親の七光りに葛藤した時期も…山本未來が語る「現在地」
実父は世界的なファッションデザイナーの山本寛斎。娘時代からファッションショーのバックステージを駆け回り、第一線の現場を見て育った。父の真似事のようにデッサンを書いたこともあったが、デザイナーの道に進む選択肢は「一切なかった」と話す。

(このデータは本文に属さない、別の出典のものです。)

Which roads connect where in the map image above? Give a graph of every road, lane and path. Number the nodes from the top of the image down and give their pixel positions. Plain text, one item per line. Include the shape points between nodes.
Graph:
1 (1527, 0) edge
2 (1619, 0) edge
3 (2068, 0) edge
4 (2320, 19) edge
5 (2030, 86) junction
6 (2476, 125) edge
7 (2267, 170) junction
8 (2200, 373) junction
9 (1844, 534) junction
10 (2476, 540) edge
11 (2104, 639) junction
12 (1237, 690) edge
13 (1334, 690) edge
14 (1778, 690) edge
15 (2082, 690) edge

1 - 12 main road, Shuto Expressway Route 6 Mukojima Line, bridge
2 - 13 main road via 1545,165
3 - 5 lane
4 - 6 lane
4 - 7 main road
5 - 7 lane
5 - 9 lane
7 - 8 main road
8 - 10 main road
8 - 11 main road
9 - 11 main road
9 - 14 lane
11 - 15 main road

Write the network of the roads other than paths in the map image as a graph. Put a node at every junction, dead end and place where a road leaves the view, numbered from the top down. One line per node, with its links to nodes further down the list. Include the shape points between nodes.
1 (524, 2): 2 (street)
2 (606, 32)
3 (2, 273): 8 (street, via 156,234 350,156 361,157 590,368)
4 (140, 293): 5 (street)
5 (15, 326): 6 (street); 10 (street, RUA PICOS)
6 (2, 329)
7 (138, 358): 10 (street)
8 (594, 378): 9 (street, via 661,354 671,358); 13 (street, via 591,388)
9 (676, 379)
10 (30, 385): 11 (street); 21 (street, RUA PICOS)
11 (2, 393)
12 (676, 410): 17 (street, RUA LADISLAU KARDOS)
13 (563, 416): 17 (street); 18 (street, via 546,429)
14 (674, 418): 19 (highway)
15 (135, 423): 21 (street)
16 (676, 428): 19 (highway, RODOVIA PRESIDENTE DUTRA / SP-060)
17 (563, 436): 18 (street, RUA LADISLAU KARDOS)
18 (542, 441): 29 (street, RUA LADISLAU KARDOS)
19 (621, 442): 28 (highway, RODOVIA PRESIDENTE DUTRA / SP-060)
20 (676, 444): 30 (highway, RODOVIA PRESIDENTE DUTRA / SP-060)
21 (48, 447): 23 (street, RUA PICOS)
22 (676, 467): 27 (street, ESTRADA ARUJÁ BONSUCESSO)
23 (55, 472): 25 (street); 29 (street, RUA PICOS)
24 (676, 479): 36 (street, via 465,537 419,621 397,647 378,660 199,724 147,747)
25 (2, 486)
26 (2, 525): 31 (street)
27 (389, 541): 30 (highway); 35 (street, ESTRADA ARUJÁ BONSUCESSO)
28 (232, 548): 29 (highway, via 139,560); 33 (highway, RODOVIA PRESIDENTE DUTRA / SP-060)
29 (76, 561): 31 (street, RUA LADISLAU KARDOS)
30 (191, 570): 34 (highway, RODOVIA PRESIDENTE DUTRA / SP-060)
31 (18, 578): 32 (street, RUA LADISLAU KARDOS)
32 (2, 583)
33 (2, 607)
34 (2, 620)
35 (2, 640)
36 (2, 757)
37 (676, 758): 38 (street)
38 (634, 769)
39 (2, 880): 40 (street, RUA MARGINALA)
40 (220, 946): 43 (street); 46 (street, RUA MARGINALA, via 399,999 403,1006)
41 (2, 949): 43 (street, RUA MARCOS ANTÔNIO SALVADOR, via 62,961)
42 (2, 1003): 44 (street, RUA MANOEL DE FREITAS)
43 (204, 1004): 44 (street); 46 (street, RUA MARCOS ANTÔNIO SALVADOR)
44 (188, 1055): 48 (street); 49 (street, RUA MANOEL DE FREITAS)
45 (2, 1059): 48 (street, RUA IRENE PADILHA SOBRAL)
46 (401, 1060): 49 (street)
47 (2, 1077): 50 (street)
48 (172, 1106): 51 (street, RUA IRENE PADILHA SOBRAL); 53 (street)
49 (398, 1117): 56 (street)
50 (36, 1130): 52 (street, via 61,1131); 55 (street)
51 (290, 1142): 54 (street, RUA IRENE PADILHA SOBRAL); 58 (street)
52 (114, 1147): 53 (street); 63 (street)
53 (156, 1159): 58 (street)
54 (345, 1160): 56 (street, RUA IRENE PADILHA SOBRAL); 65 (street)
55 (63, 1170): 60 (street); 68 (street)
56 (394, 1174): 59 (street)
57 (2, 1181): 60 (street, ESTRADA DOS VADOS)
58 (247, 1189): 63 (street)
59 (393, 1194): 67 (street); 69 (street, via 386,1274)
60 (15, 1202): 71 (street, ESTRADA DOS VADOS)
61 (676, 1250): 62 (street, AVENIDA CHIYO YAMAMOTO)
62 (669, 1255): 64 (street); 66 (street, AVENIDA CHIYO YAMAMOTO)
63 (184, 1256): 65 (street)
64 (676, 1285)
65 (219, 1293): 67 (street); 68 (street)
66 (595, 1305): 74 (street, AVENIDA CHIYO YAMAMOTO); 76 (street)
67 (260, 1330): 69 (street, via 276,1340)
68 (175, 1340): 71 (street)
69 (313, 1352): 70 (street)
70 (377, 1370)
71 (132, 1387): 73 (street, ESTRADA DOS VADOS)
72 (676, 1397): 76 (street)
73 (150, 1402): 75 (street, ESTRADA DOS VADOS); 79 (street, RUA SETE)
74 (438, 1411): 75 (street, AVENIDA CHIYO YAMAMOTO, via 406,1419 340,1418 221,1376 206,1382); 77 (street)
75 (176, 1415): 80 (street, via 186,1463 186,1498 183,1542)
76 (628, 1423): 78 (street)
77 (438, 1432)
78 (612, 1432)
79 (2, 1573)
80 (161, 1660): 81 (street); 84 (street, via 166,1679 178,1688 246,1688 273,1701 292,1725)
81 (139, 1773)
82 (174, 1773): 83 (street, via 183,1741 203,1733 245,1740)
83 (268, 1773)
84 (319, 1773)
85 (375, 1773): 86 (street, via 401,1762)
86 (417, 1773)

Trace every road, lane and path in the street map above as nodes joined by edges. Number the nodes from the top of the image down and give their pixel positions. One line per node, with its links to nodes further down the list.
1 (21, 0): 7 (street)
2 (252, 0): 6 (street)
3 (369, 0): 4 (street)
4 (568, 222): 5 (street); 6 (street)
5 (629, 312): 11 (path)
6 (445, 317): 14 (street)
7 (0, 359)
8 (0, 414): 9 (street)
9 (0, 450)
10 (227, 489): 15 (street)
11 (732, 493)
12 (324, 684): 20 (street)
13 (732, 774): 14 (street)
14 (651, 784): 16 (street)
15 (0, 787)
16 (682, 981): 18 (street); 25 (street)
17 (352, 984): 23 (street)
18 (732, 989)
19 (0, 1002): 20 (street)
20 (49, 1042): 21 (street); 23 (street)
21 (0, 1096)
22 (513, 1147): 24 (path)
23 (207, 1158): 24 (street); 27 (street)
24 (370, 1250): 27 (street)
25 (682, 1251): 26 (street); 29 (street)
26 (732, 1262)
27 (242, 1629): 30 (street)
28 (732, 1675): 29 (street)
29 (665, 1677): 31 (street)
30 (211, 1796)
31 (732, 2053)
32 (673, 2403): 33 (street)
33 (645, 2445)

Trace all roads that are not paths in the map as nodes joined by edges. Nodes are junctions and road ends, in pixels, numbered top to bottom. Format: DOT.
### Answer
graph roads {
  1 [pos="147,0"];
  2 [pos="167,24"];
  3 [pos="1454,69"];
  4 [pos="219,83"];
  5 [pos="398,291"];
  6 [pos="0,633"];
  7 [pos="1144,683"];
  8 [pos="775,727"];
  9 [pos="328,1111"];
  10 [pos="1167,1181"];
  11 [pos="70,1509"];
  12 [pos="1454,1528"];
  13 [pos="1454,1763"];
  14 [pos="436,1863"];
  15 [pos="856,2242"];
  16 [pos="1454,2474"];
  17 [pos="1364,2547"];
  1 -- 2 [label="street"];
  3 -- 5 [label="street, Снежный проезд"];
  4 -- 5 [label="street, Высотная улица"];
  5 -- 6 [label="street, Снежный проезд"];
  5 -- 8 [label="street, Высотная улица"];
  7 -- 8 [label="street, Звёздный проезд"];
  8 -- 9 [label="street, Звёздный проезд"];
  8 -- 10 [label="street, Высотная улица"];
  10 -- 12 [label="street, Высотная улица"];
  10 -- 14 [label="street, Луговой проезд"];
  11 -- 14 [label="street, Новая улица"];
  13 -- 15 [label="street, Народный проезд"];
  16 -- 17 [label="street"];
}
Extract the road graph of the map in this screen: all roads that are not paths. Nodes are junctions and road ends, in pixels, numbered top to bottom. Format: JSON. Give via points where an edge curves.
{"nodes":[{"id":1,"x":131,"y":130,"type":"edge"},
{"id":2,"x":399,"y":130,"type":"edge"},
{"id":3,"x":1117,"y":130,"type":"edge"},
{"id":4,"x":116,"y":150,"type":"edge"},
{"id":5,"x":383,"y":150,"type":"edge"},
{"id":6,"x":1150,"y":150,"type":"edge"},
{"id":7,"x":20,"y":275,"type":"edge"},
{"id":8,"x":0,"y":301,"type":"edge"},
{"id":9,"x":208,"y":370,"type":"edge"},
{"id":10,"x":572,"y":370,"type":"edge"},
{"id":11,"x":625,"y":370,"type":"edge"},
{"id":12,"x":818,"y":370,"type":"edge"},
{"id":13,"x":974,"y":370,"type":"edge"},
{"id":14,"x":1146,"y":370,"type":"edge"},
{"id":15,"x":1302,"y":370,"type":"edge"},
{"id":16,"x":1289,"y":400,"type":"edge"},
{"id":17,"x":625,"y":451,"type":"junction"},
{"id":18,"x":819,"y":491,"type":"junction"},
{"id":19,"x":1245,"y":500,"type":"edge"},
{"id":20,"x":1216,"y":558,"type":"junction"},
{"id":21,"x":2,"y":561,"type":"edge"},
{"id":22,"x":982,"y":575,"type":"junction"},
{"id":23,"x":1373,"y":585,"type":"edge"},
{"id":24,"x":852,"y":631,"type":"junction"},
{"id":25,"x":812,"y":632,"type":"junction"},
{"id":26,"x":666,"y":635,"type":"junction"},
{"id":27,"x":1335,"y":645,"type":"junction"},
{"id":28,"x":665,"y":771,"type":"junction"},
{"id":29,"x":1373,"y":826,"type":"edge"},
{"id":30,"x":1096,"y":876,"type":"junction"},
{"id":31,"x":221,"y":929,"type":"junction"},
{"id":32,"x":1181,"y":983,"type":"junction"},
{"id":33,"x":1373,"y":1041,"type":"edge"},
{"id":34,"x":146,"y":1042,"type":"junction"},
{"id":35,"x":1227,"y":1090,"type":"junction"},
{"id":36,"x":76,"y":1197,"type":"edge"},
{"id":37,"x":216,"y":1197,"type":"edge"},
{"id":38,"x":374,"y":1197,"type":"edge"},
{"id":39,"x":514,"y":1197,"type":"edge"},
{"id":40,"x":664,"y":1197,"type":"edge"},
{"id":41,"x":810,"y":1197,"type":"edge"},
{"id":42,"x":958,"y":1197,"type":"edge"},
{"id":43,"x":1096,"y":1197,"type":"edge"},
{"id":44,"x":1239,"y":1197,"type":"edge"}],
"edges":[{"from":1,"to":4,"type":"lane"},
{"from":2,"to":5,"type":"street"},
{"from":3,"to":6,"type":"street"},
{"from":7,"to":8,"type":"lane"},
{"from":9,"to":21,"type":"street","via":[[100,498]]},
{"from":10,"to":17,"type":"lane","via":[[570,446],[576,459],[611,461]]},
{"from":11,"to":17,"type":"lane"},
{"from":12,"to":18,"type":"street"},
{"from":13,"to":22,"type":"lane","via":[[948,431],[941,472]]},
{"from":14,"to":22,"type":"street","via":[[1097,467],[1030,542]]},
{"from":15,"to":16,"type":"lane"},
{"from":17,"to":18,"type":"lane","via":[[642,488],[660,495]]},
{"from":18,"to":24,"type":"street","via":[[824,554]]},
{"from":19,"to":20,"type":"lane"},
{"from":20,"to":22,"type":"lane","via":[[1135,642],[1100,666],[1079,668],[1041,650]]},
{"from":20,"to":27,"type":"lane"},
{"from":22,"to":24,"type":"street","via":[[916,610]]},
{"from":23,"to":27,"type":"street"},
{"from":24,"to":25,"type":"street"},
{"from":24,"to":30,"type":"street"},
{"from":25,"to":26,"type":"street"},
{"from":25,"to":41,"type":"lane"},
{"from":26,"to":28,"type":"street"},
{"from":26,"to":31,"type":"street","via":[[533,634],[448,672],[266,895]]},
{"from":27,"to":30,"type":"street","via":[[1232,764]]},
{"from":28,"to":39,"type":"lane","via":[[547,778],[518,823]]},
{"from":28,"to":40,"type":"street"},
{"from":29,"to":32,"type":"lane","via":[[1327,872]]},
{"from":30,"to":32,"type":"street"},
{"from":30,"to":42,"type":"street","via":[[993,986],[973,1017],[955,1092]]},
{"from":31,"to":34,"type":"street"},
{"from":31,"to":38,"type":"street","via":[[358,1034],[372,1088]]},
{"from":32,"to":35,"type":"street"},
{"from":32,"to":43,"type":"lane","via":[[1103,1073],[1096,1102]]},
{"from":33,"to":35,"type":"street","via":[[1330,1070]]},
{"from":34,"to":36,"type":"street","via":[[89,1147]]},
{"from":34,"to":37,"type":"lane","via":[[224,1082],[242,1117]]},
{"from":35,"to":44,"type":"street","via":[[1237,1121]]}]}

「同じDNAを引き継いでいても、同じものを備えているとは限らない。父のように頭の中にデザインが浮かばないですし、思い浮かばないからといって教えてもらうものでもないですから。父も望んでなかったと思います」
後藤久美子や中山美穂といった同年代の女性がトレンディードラマで活躍する姿を見て、演技に興味が湧いた。3万6000人の応募者の中から選ばれ、映画「喜多郎の十五少女漂流記」(92年)で華々しくデビュー。ところが、その後は役に恵まれず、辛酸もなめた。転機は、映画「不夜城」(98年)のヒロイン役。過激な役どころで世間を驚かせた。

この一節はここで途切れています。